### Dataset entries
········

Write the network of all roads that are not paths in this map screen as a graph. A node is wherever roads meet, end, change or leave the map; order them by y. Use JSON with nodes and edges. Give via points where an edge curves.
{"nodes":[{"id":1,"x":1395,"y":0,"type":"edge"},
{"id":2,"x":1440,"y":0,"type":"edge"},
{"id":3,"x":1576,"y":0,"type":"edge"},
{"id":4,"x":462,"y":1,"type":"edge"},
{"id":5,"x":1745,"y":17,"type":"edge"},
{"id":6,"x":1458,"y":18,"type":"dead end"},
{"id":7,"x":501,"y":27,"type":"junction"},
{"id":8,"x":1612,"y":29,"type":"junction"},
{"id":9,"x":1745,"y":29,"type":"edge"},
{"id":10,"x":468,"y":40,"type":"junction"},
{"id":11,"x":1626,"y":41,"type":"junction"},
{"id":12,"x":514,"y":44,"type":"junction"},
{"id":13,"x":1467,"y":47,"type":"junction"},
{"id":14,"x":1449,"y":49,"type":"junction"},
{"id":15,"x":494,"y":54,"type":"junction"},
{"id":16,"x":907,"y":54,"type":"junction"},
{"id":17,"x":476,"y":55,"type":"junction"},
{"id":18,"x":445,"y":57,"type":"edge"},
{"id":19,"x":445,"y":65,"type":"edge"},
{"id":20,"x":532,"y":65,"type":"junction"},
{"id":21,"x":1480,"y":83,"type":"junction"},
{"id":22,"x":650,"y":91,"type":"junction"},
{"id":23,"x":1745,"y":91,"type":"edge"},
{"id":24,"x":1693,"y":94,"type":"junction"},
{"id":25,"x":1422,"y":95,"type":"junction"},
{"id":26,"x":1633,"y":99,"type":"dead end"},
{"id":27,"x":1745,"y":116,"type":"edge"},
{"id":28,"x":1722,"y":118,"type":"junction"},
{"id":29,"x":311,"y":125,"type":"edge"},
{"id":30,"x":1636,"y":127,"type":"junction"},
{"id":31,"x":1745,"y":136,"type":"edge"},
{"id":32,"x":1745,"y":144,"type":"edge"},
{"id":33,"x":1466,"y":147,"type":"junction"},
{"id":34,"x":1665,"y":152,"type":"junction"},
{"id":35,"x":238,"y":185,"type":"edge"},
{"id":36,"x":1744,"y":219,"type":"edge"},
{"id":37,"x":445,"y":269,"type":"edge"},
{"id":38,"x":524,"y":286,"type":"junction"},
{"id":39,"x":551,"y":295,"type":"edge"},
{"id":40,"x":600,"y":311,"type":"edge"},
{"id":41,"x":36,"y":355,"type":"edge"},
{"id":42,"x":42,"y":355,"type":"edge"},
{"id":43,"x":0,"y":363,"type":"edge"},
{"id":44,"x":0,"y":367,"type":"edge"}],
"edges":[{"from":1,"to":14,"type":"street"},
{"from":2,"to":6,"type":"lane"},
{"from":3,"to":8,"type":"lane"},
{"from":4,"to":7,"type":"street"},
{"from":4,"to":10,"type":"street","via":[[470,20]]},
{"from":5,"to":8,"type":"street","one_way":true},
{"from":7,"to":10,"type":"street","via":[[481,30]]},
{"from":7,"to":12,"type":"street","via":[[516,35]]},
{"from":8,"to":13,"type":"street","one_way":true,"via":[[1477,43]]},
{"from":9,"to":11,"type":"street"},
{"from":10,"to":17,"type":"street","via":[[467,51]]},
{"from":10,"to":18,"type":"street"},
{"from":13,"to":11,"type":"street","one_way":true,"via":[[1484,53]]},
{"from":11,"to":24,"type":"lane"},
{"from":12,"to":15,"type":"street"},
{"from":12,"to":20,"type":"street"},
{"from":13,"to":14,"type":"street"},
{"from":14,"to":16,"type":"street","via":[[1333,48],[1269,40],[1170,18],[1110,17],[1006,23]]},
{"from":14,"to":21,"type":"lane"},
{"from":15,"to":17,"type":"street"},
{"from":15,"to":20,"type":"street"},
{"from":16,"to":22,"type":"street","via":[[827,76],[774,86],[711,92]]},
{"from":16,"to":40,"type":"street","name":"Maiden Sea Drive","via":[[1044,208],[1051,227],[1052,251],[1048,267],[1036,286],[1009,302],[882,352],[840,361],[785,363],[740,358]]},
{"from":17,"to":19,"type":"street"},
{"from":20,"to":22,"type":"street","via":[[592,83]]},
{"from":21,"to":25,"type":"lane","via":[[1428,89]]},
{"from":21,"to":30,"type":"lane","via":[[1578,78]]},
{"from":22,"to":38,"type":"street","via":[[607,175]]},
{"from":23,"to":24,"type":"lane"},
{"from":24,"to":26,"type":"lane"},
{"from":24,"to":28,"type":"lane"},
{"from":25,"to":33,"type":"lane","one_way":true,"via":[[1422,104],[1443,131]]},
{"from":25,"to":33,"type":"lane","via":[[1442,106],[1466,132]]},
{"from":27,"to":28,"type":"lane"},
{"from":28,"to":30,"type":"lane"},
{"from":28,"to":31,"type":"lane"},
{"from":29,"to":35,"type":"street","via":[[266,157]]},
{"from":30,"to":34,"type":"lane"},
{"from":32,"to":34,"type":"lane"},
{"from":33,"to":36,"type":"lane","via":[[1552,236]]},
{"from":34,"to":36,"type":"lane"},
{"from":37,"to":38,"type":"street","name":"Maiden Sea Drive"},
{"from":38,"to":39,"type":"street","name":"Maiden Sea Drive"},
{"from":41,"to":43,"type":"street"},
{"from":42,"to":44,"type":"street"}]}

········

### What you are asked to do
Word for word, extract all the records.

### Response area
Write the network of all roads that are not paths in this map screen as a graph. A node is wherever roads meet, end, change or leave the map; order them by y. Use JSON with nodes and edges. Give via points where an edge curves.
{"nodes":[{"id":1,"x":1395,"y":0,"type":"edge"},
{"id":2,"x":1440,"y":0,"type":"edge"},
{"id":3,"x":1576,"y":0,"type":"edge"},
{"id":4,"x":462,"y":1,"type":"edge"},
{"id":5,"x":1745,"y":17,"type":"edge"},
{"id":6,"x":1458,"y":18,"type":"dead end"},
{"id":7,"x":501,"y":27,"type":"junction"},
{"id":8,"x":1612,"y":29,"type":"junction"},
{"id":9,"x":1745,"y":29,"type":"edge"},
{"id":10,"x":468,"y":40,"type":"junction"},
{"id":11,"x":1626,"y":41,"type":"junction"},
{"id":12,"x":514,"y":44,"type":"junction"},
{"id":13,"x":1467,"y":47,"type":"junction"},
{"id":14,"x":1449,"y":49,"type":"junction"},
{"id":15,"x":494,"y":54,"type":"junction"},
{"id":16,"x":907,"y":54,"type":"junction"},
{"id":17,"x":476,"y":55,"type":"junction"},
{"id":18,"x":445,"y":57,"type":"edge"},
{"id":19,"x":445,"y":65,"type":"edge"},
{"id":20,"x":532,"y":65,"type":"junction"},
{"id":21,"x":1480,"y":83,"type":"junction"},
{"id":22,"x":650,"y":91,"type":"junction"},
{"id":23,"x":1745,"y":91,"type":"edge"},
{"id":24,"x":1693,"y":94,"type":"junction"},
{"id":25,"x":1422,"y":95,"type":"junction"},
{"id":26,"x":1633,"y":99,"type":"dead end"},
{"id":27,"x":1745,"y":116,"type":"edge"},
{"id":28,"x":1722,"y":118,"type":"junction"},
{"id":29,"x":311,"y":125,"type":"edge"},
{"id":30,"x":1636,"y":127,"type":"junction"},
{"id":31,"x":1745,"y":136,"type":"edge"},
{"id":32,"x":1745,"y":144,"type":"edge"},
{"id":33,"x":1466,"y":147,"type":"junction"},
{"id":34,"x":1665,"y":152,"type":"junction"},
{"id":35,"x":238,"y":185,"type":"edge"},
{"id":36,"x":1744,"y":219,"type":"edge"},
{"id":37,"x":445,"y":269,"type":"edge"},
{"id":38,"x":524,"y":286,"type":"junction"},
{"id":39,"x":551,"y":295,"type":"edge"},
{"id":40,"x":600,"y":311,"type":"edge"},
{"id":41,"x":36,"y":355,"type":"edge"},
{"id":42,"x":42,"y":355,"type":"edge"},
{"id":43,"x":0,"y":363,"type":"edge"},
{"id":44,"x":0,"y":367,"type":"edge"}],
"edges":[{"from":1,"to":14,"type":"street"},
{"from":2,"to":6,"type":"lane"},
{"from":3,"to":8,"type":"lane"},
{"from":4,"to":7,"type":"street"},
{"from":4,"to":10,"type":"street","via":[[470,20]]},
{"from":5,"to":8,"type":"street","one_way":true},
{"from":7,"to":10,"type":"street","via":[[481,30]]},
{"from":7,"to":12,"type":"street","via":[[516,35]]},
{"from":8,"to":13,"type":"street","one_way":true,"via":[[1477,43]]},
{"from":9,"to":11,"type":"street"},
{"from":10,"to":17,"type":"street","via":[[467,51]]},
{"from":10,"to":18,"type":"street"},
{"from":13,"to":11,"type":"street","one_way":true,"via":[[1484,53]]},
{"from":11,"to":24,"type":"lane"},
{"from":12,"to":15,"type":"street"},
{"from":12,"to":20,"type":"street"},
{"from":13,"to":14,"type":"street"},
{"from":14,"to":16,"type":"street","via":[[1333,48],[1269,40],[1170,18],[1110,17],[1006,23]]},
{"from":14,"to":21,"type":"lane"},
{"from":15,"to":17,"type":"street"},
{"from":15,"to":20,"type":"street"},
{"from":16,"to":22,"type":"street","via":[[827,76],[774,86],[711,92]]},
{"from":16,"to":40,"type":"street","name":"Maiden Sea Drive","via":[[1044,208],[1051,227],[1052,251],[1048,267],[1036,286],[1009,302],[882,352],[840,361],[785,363],[740,358]]},
{"from":17,"to":19,"type":"street"},
{"from":20,"to":22,"type":"street","via":[[592,83]]},
{"from":21,"to":25,"type":"lane","via":[[1428,89]]},
{"from":21,"to":30,"type":"lane","via":[[1578,78]]},
{"from":22,"to":38,"type":"street","via":[[607,175]]},
{"from":23,"to":24,"type":"lane"},
{"from":24,"to":26,"type":"lane"},
{"from":24,"to":28,"type":"lane"},
{"from":25,"to":33,"type":"lane","one_way":true,"via":[[1422,104],[1443,131]]},
{"from":25,"to":33,"type":"lane","via":[[1442,106],[1466,132]]},
{"from":27,"to":28,"type":"lane"},
{"from":28,"to":30,"type":"lane"},
{"from":28,"to":31,"type":"lane"},
{"from":29,"to":35,"type":"street","via":[[266,157]]},
{"from":30,"to":34,"type":"lane"},
{"from":32,"to":34,"type":"lane"},
{"from":33,"to":36,"type":"lane","via":[[1552,236]]},
{"from":34,"to":36,"type":"lane"},
{"from":37,"to":38,"type":"street","name":"Maiden Sea Drive"},
{"from":38,"to":39,"type":"street","name":"Maiden Sea Drive"},
{"from":41,"to":43,"type":"street"},
{"from":42,"to":44,"type":"street"}]}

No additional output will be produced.